I have not read any of Tickle’s other books, but I’ve heard they’re quite good. I have heard numerous interviews with her and enjoyed them. Tickle’s thoughts, analysis, and prescriptions for our current age of upheaval are far narrower in scope than the book purports them to be. There is plenty of revision here masquerading as synopsis.

The Absence of Solitude – (The Medialle House Journals – 8)

***This is a series of posts based on writing I did on personal retreat in October 2009. Read earlier posts in the series here: Part 1 | Part 2 | Part 3 | Part 4 |Part 5|Part 6|Part 7***

The most famous work on spiritual disciplines among Evangelicals is Celebration of Discipline: The Path to Spiritual Growth by Richard J. Foster, but the origins of my interest and practice go back a bit further. Around 1993, as an 18-year-old I began to read my first Thomas Merton book, Thoughts In Solitude. I had just begun my adult life in a way as I was beginning my first full-time job after graduating high school.

I decided to start daily morning devotions and Merton’s book was the one I decided to start with. And these two days at Medaille are an attempt to re-experience those days when I first discovered the nourishment I found in the works of Thomas Merton.

The book (Thoughts In Solitude) is now in very rough shape, having been read more than once, and referenced countless times. The cover has come apart from the pages; the pages themselves are coming apart from one another.

It was written in 1953 and 1954 during an intense time of solitude and meditation afforded to Merton, as he puts it, “by the grace of God and the favor of his Superiors.” There was no intention on his part for the book to address advanced or sensational adventures in these disciplines, but rather to state their basic function and importance in the life of a contemplative.

“Society depends for its existence,” Merton sets out in the introduction, “on the inviolable personal solitude of its members.” Indeed, we are in deep trouble then. “When society is made up of men who know no interior solitude,” he continues, “it can no longer be held together by love: and consequently it is held together by a violent and abusive authority.”

John Calvin said, “Without knowledge of self there is no knowledge of God.” Merton echoes this thought in saying that, “Real self-conquest is the conquest of ourselves not by ourselves but by the Holy Spirit. Self-conquest is really self-surrender. Yet before we can surrender ourselves we must become ourselves. For no one can give up what he does not possess.”

More precisely – we have to have enough mastery of ourselves to renounce our own will into the hands of Christ – so that he may conquer what we cannot reach by our own efforts.

The driving force of Merton’s thinking and subsequent writing was the nature and conquest of “true self.” However, this was no self-absorbed, pop-psychology, self-fulfillment endeavor.  Merton believed that the “true self” could only be found in God, that seeking God and seeking self were one and the same pursuit.  To seek and then know God’s will is to know one’s own purpose; to know what God has planned is to know how to proceed; to know what God is doing is to glory in the trials we face.

The search for self begins and ends in the search for God.
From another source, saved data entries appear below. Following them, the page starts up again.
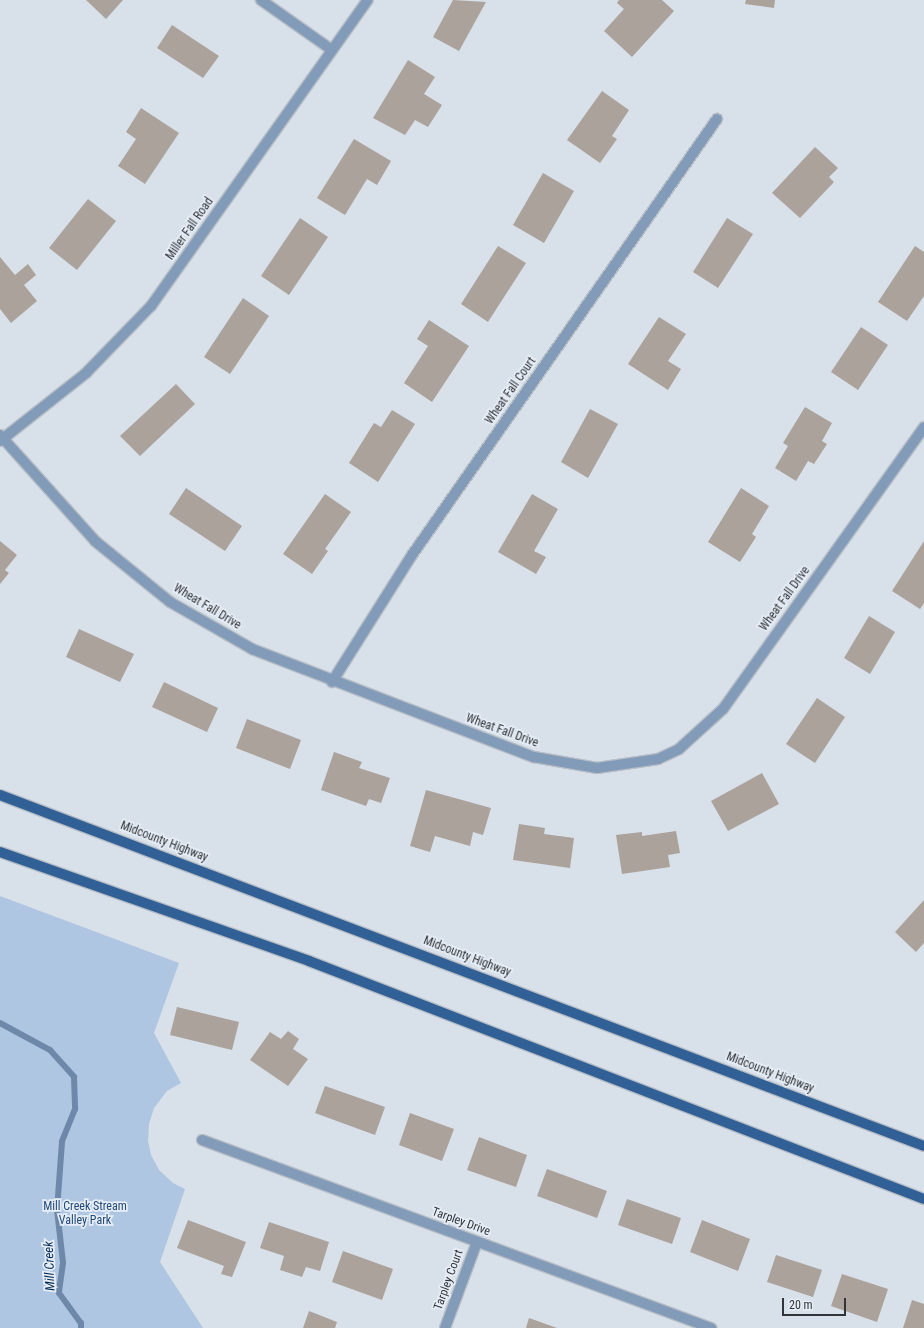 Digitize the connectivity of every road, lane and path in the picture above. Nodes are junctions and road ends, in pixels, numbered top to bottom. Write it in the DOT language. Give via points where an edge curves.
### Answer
graph roads {
  1 [pos="261,0"];
  2 [pos="368,0"];
  3 [pos="332,50"];
  4 [pos="717,119"];
  5 [pos="924,427"];
  6 [pos="1,438"];
  7 [pos="332,682"];
  8 [pos="0,794"];
  9 [pos="0,852"];
  10 [pos="202,1140"];
  11 [pos="924,1146"];
  12 [pos="924,1199"];
  13 [pos="477,1242"];
  14 [pos="445,1328"];
  15 [pos="710,1328"];
  1 -- 3 [label="street"];
  2 -- 3 [label="street, Miller Fall Road"];
  3 -- 6 [label="street, Miller Fall Road" via="152,306 86,373"];
  4 -- 7 [label="street, Wheat Fall Court" via="412,555"];
  5 -- 7 [label="street, Wheat Fall Drive" via="723,709 679,749 658,758 597,768 534,757"];
  6 -- 7 [label="street, Wheat Fall Drive" via="95,541 170,602 252,649"];
  8 -- 11 [label="main road, Midcounty Highway"];
  9 -- 12 [label="main road" via="309,961"];
  10 -- 13 [label="street, Tarpley Drive"];
  13 -- 14 [label="street, Tarpley Court"];
  13 -- 15 [label="street, Tarpley Drive"];
}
By seeking the One who created us, knows us, and has a plan for us, we will know both Him and ourselves.  For we are only truly ourselves as we are in His will and nothing short of that self is the true self.

Two references – both positive – can be found, not in the works of CS Lewis but in his letters.  In a letter to Dom Bede Griffiths on December 20th, 1961 Lewis asks, “Have you read anything by an American Trappist called Thomas Merton?  I’m at present on his No Man Is an Island.  It is the best new spiritual reading I’ve met for a long time.” Lewis mentions Merton again three days later in a letter to an American friend.  “I’ve been greatly impressed,” Lewis writes, “by the work of an American Trappist called Thomas Merton – No Man Is an Island. You probably know it?”

Lewis in league with Merton. Who would have guessed? Could this be a doorway for others also to take interest in the works of Thomas Merton?